The core banking systems in traditional banks were, in many cases, deployed decades ago. They’ve evolved over the years into a spaghetti of technologies that stifle innovation. Banks’ abilities to bring genuine new propositions to market are restricted both by the cumbersome technology and cost. The result: consumers don’t receive the level of service or the offerings that they might reasonably expect from a financial institution.

Banks largely have found themselves marooned in a technological backwater. Vault, the cloud-native core banking system from Thought Machine, can help them address that marooned technology environment.

Next-generation banking starts in the cloud

Vault allows banks to catch up with the industry’s challengers and generate the type of change that other industries have experienced in ways that have not been possible to this point. Thought Machine built its cloud-native core banking engine specifically for the purposes of renewal, deep in the heart of the banks.

Thought Machine and IBM have teamed up in a synergistic relationship to deliver Vault into banks globally. We have a next-generation cloud-native technology that IBM has recognized, and IBM has over 90,000 cloud experts and strong relationships with the banking community across the globe.

Most banks have embarked on some level digital transformation already, but much of it has been from the top down or outside in. They’ve digitized channel access through apps and online banking or digitized several processes within the bank or at branch networks. But they haven’t fully digitized through the full vertical stack. The combination of IBM’s excellence and expertise in the operational understanding of a bank’s full stack and what our technology brings to it means that banks can finally achieve full renewal and digital transformation in the cloud.

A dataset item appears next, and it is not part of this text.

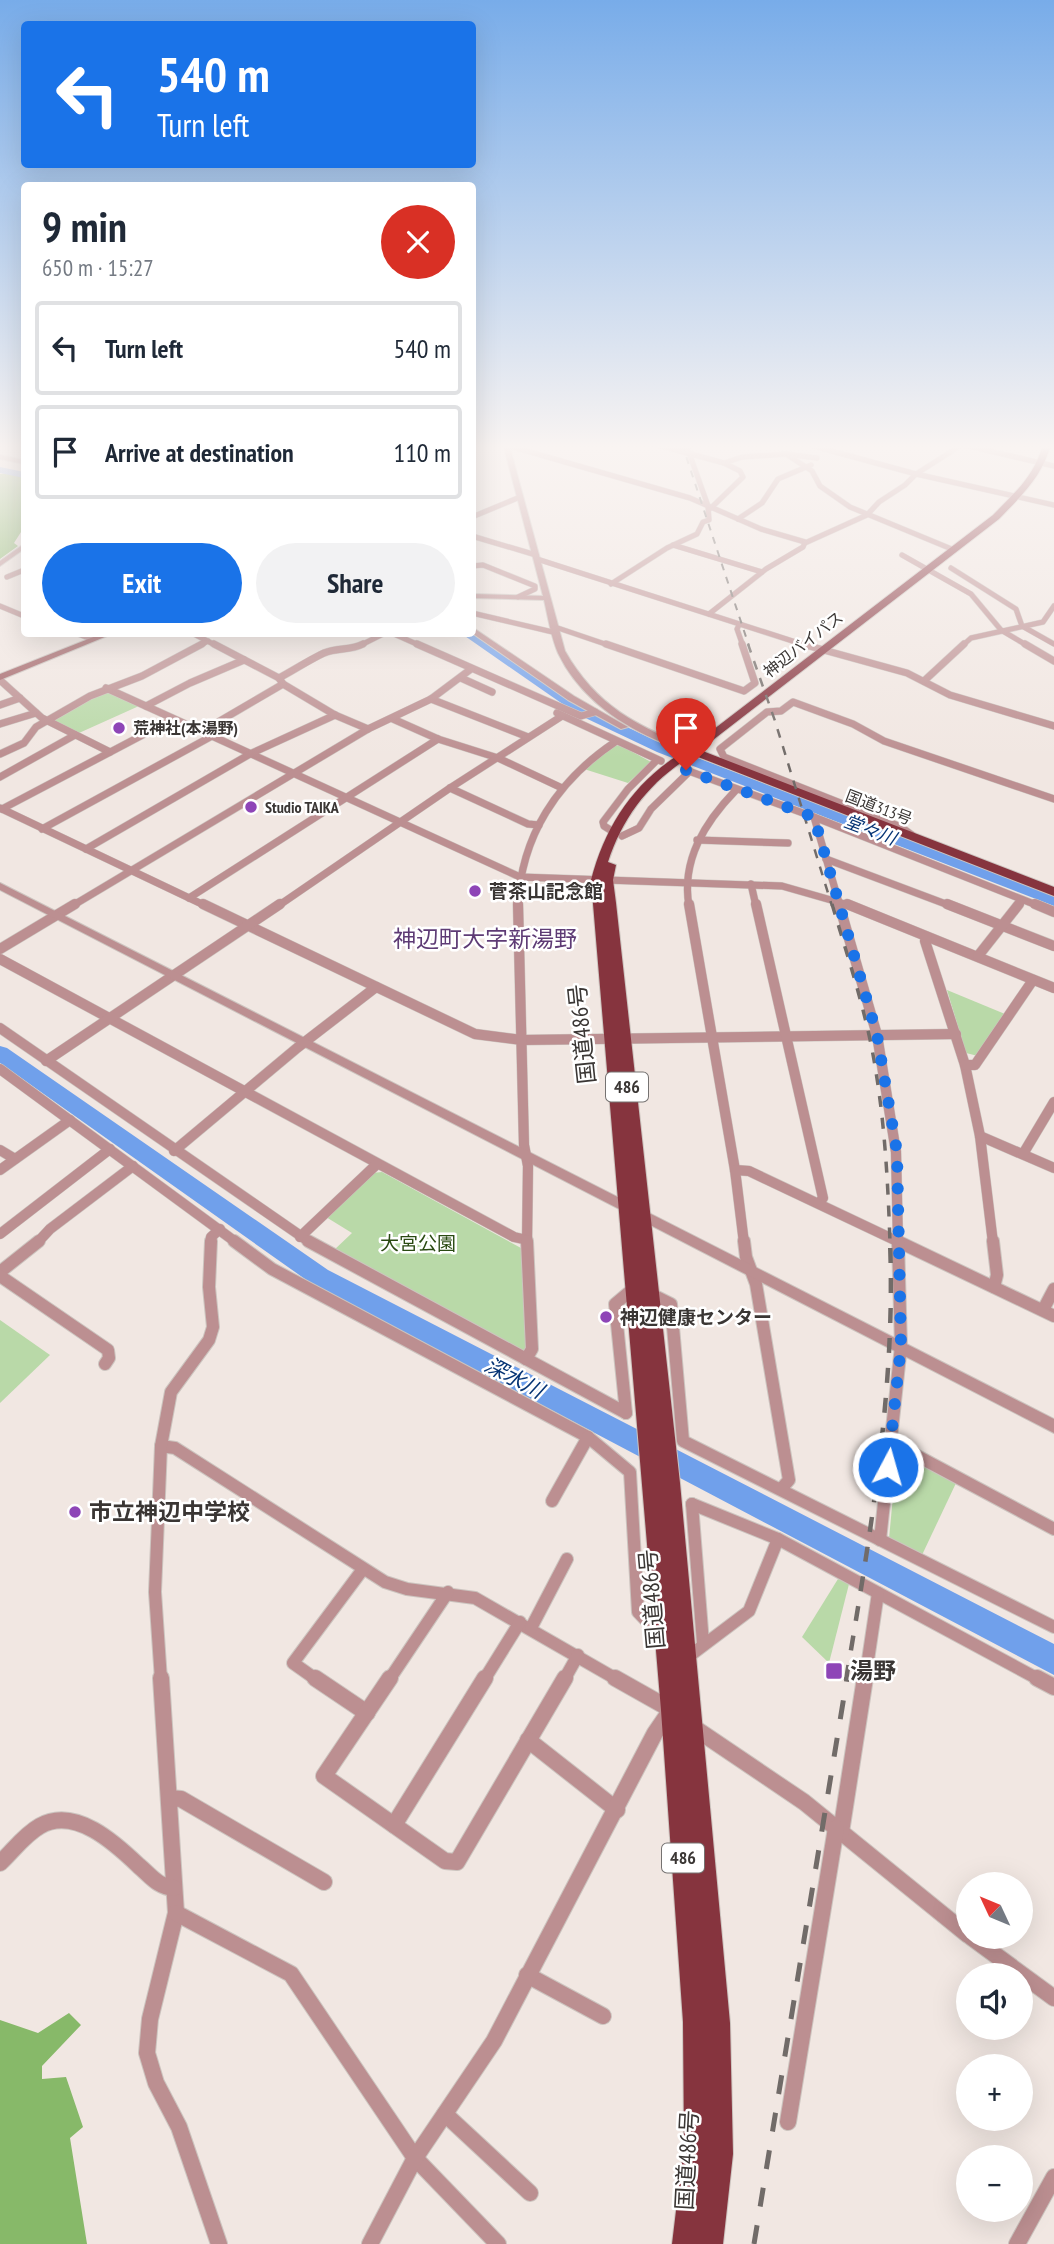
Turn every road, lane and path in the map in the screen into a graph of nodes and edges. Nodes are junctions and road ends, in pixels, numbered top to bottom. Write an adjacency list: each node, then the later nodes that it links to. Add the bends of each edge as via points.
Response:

Why cloud native is not simply cloud based

Forward-thinking banks today recognize that the move to cloud will generate enormous cost efficiencies and create better customer propositions. In a recent speech, Mark Carney, the Governor of the Bank of England, identified a 30 to 50 percent cost saving for banks that move their applications to the cloud.

There is a world of difference between a genuinely cloud-native, next generation core banking system and simply moving legacy technologies into the cloud, and the efficiencies are materially different from each other. To be truly cloud native, systems need to be built and born in the cloud. By that I mean that they’re genuinely micro-service architected, they’re containerized, they’re deployed through Kubernetes and they have a complete array of all of their external access points in RESTful APIs.

At Thought Machine, we believe we are genuinely taking an industry into its future by teaming with IBM to deliver Vault to the industry. We’re ultimately helping banks create new propositions and new offerings that we can’t even imagine today, much like we couldn’t have imagined an online bookstore becoming a transportation behemoth 20 years ago.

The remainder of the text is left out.